### WHAT YOU WILL DO
Your answer should be the lines of the data below that contain "where".

### DATA

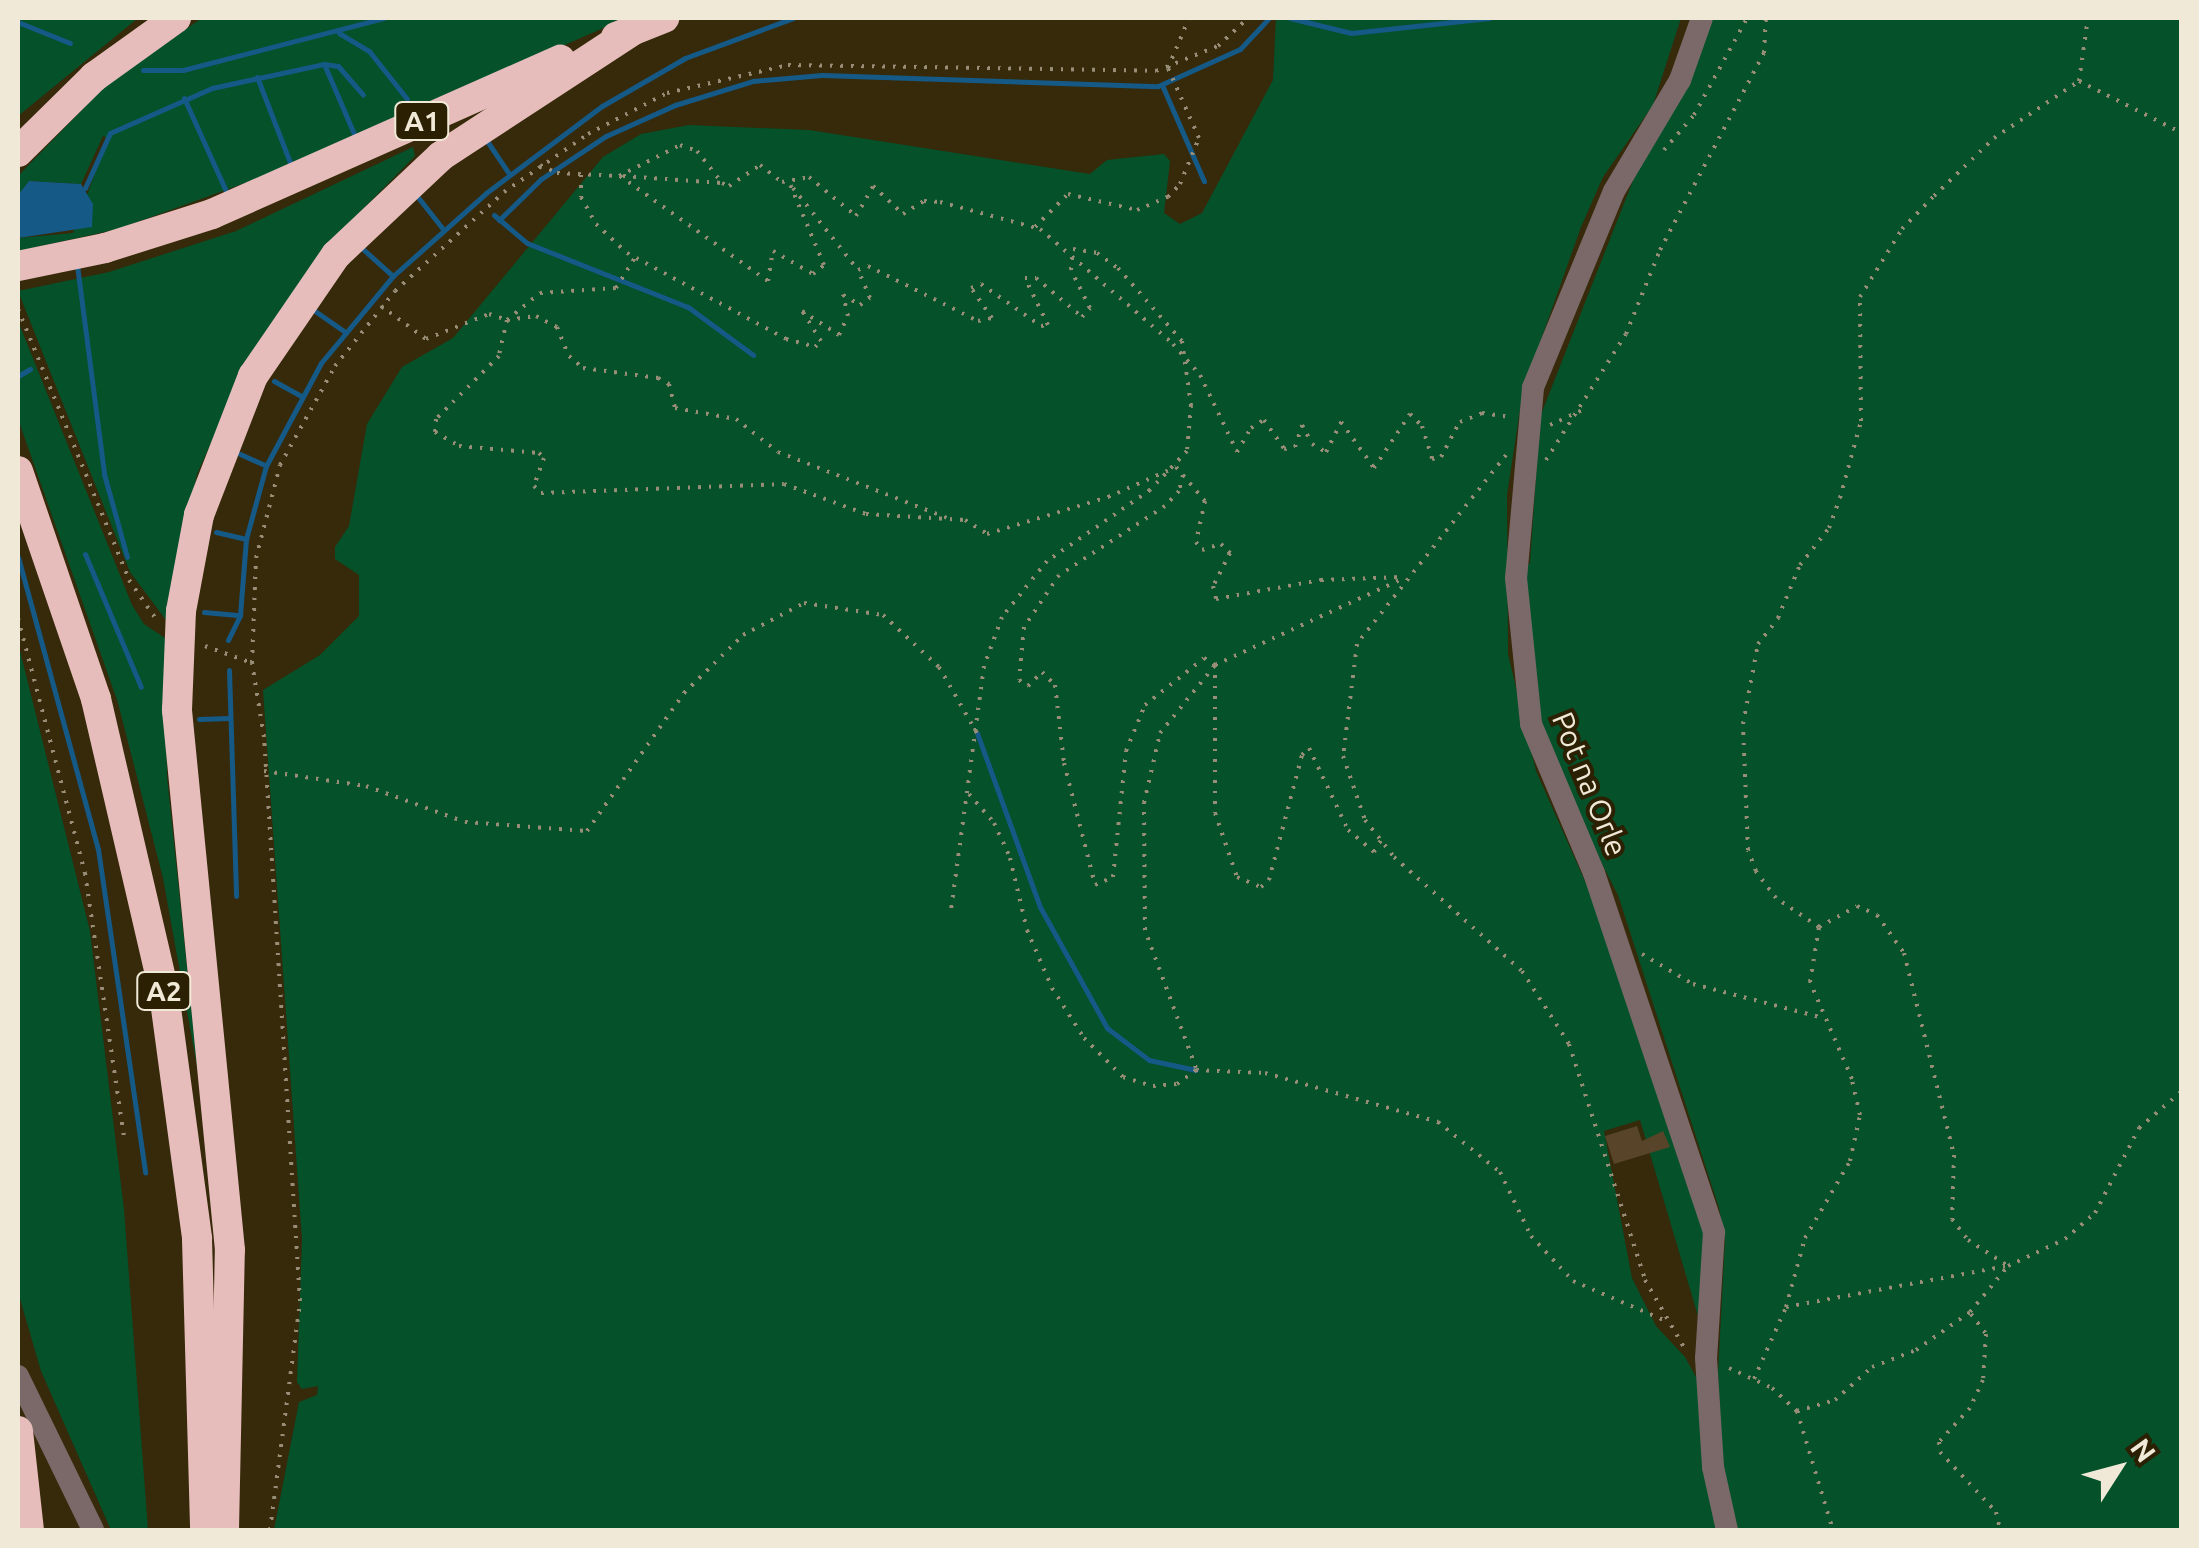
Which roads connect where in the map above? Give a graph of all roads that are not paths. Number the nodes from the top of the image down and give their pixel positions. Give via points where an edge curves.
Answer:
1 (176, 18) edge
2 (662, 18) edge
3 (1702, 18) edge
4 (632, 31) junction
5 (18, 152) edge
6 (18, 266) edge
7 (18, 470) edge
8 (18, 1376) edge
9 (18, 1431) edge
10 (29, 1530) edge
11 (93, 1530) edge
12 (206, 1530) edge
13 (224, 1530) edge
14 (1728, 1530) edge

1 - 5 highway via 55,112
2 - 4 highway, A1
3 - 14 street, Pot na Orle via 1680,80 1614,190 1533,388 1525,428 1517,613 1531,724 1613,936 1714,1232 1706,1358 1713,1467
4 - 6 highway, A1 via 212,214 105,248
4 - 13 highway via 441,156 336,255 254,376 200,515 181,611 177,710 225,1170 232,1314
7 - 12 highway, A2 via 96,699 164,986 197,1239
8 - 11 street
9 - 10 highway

--

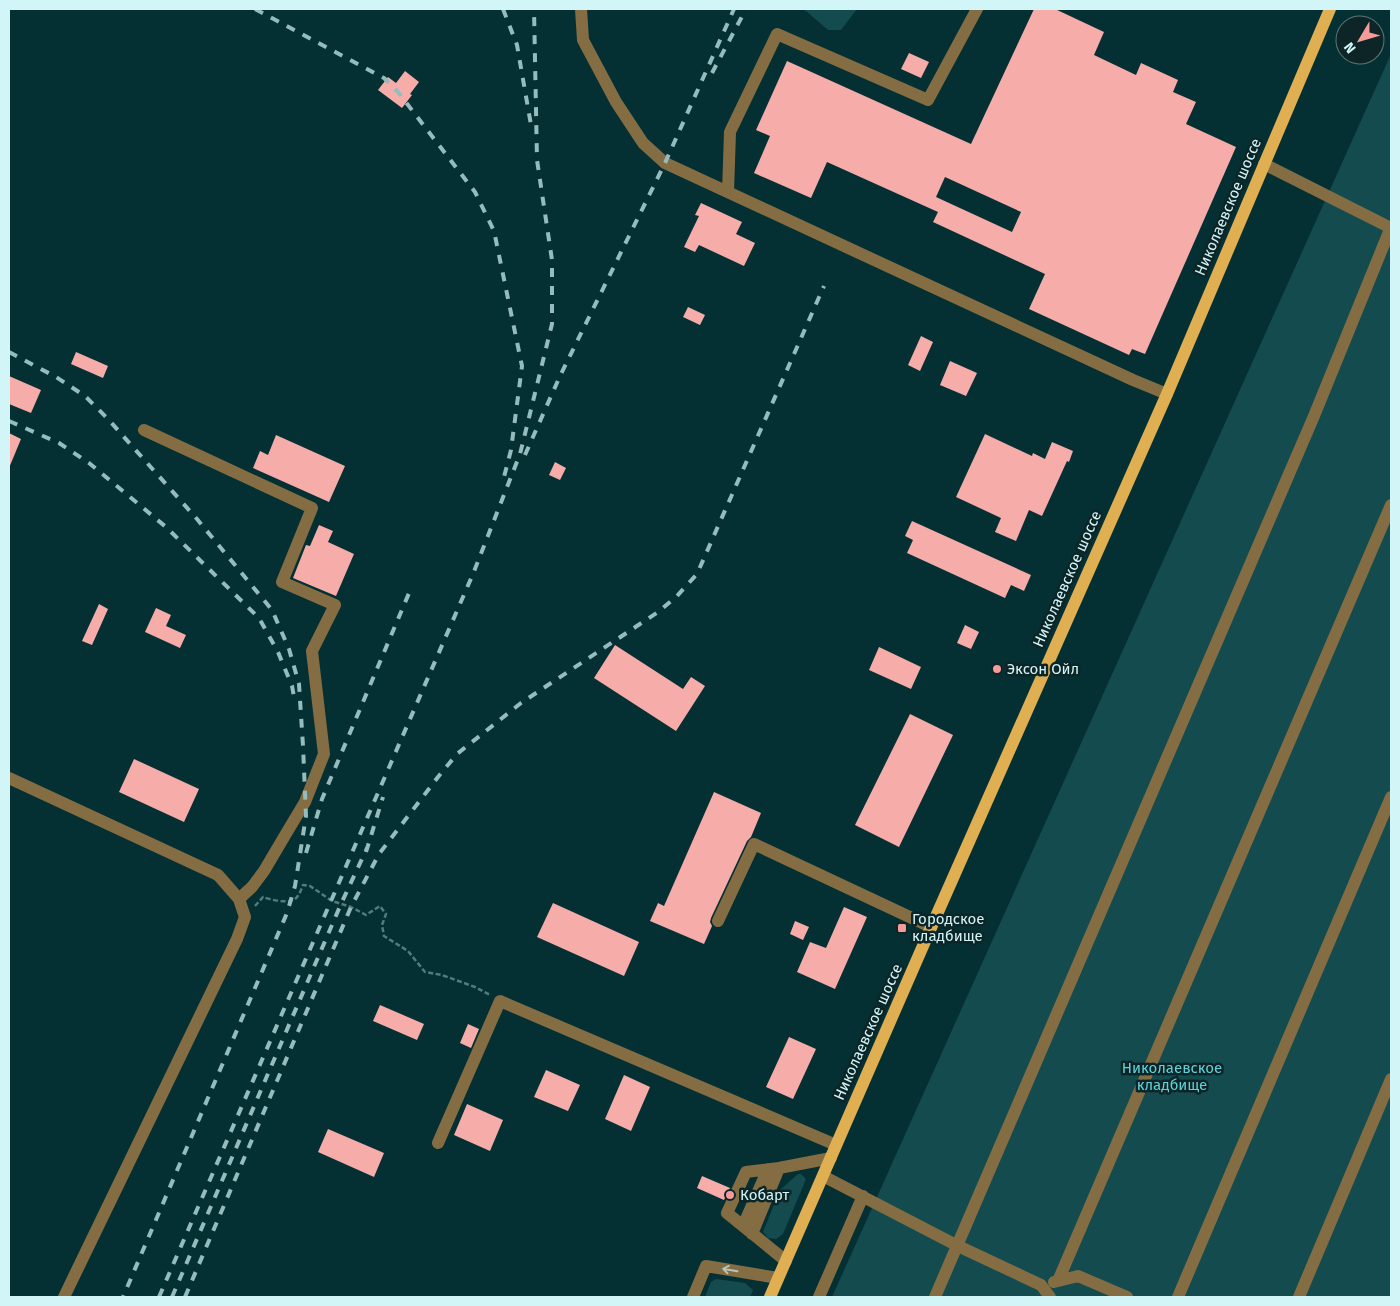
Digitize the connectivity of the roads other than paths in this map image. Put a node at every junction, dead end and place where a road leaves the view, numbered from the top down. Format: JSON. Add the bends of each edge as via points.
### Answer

### EXPECTED OUTPUT
Which roads connect where in the map above? Give a graph of all roads that are not paths. Number the nodes from the top of the image down and give their pixel positions. Give via points where an edge curves.
Digitize the connectivity of the roads other than paths in this map image. Put a node at every junction, dead end and place where a road leaves the view, numbered from the top down. Format: JSON. Add the bends of each edge as via points.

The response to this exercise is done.